» Task data:

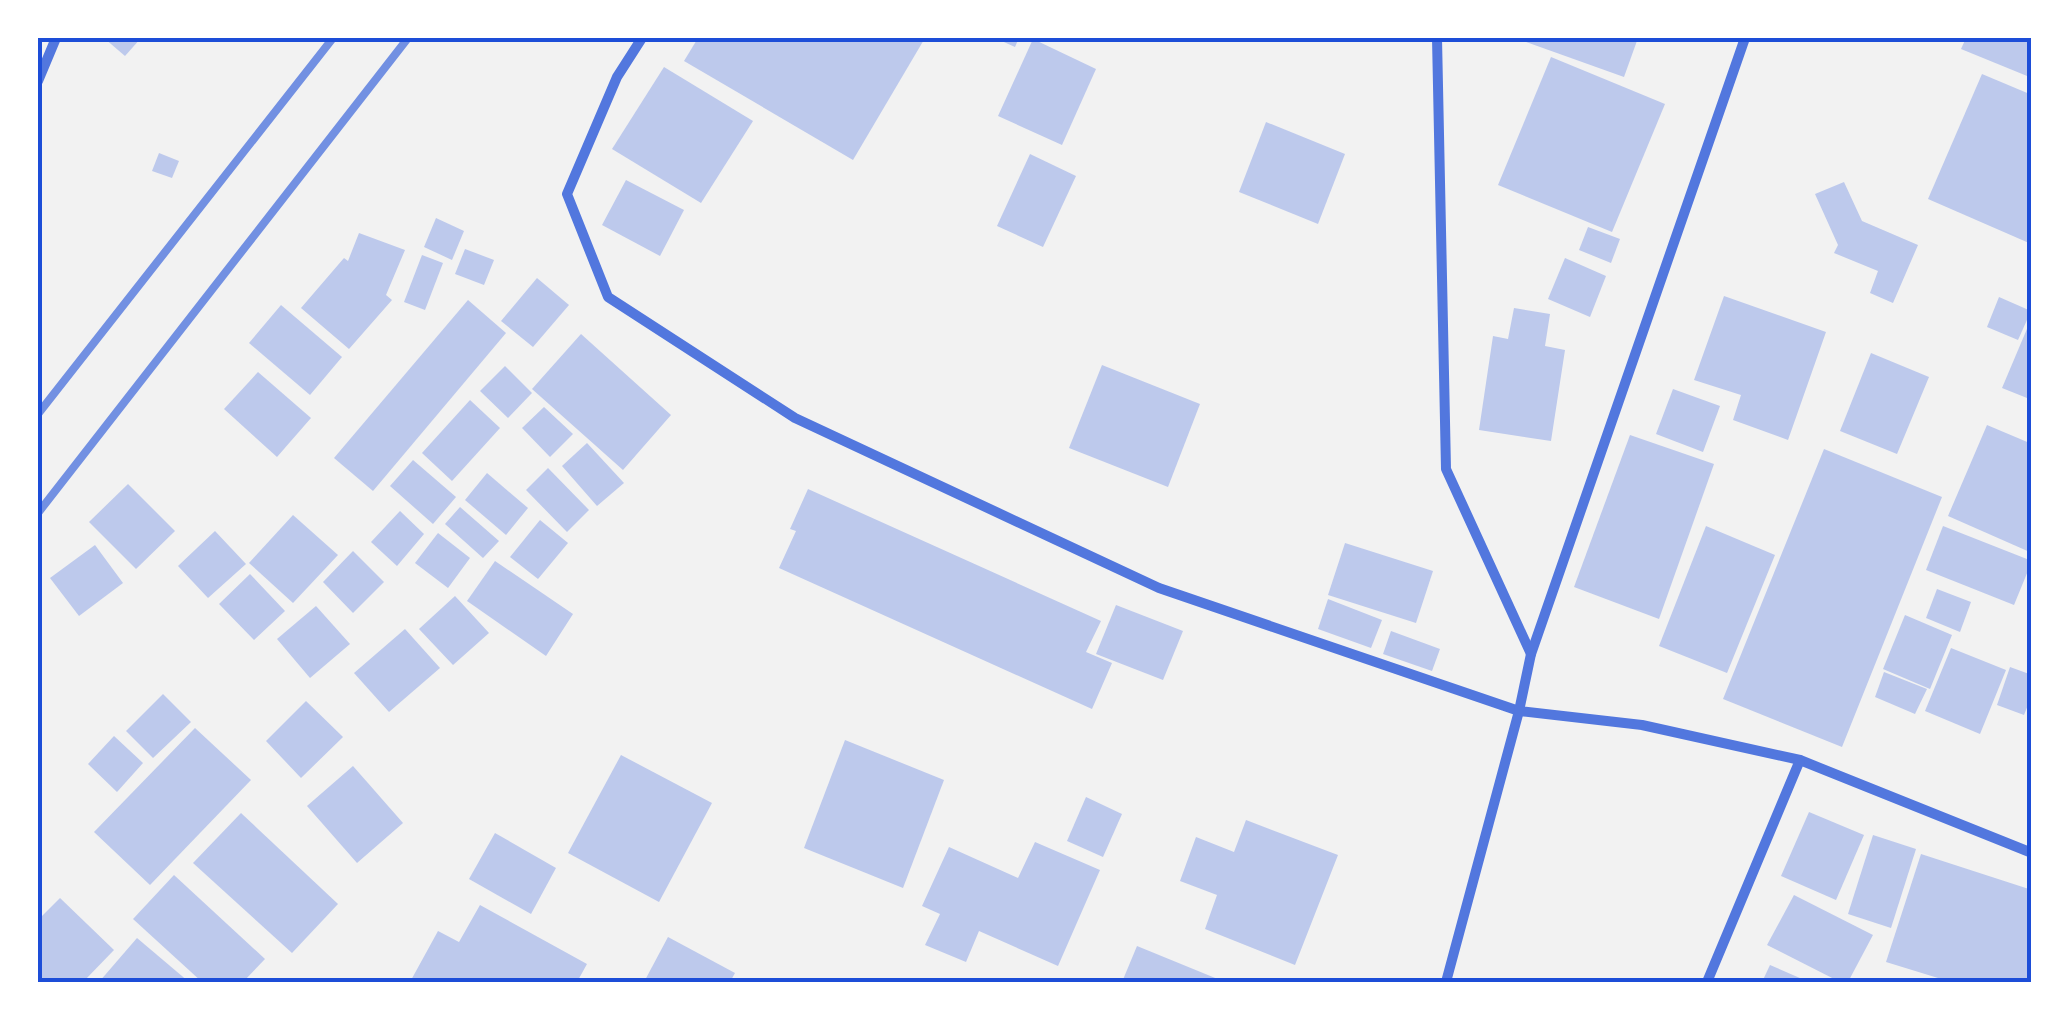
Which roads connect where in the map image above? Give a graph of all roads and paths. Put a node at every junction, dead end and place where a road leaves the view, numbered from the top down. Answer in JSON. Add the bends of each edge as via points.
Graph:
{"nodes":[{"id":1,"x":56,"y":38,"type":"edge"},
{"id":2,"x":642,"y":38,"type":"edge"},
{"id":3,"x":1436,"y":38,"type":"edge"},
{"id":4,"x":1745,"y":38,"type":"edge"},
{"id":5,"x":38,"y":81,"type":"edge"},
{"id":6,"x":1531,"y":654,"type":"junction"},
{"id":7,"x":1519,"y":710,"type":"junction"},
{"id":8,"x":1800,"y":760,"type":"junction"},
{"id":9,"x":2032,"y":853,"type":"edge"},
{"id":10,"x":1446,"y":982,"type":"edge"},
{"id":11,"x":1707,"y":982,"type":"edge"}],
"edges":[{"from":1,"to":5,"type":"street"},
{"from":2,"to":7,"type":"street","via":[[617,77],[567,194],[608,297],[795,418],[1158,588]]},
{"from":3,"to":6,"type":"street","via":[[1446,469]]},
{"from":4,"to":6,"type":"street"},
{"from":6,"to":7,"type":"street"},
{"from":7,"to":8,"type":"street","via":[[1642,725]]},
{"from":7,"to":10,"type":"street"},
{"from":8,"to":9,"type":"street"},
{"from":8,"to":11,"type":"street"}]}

» What you will do:
Leaving the pictures aside, repeat the data above exactly.

» Exercise answer:
Which roads connect where in the map image above? Give a graph of all roads and paths. Put a node at every junction, dead end and place where a road leaves the view, numbered from the top down. Answer in JSON. Add the bends of each edge as via points.
Graph:
{"nodes":[{"id":1,"x":56,"y":38,"type":"edge"},
{"id":2,"x":642,"y":38,"type":"edge"},
{"id":3,"x":1436,"y":38,"type":"edge"},
{"id":4,"x":1745,"y":38,"type":"edge"},
{"id":5,"x":38,"y":81,"type":"edge"},
{"id":6,"x":1531,"y":654,"type":"junction"},
{"id":7,"x":1519,"y":710,"type":"junction"},
{"id":8,"x":1800,"y":760,"type":"junction"},
{"id":9,"x":2032,"y":853,"type":"edge"},
{"id":10,"x":1446,"y":982,"type":"edge"},
{"id":11,"x":1707,"y":982,"type":"edge"}],
"edges":[{"from":1,"to":5,"type":"street"},
{"from":2,"to":7,"type":"street","via":[[617,77],[567,194],[608,297],[795,418],[1158,588]]},
{"from":3,"to":6,"type":"street","via":[[1446,469]]},
{"from":4,"to":6,"type":"street"},
{"from":6,"to":7,"type":"street"},
{"from":7,"to":8,"type":"street","via":[[1642,725]]},
{"from":7,"to":10,"type":"street"},
{"from":8,"to":9,"type":"street"},
{"from":8,"to":11,"type":"street"}]}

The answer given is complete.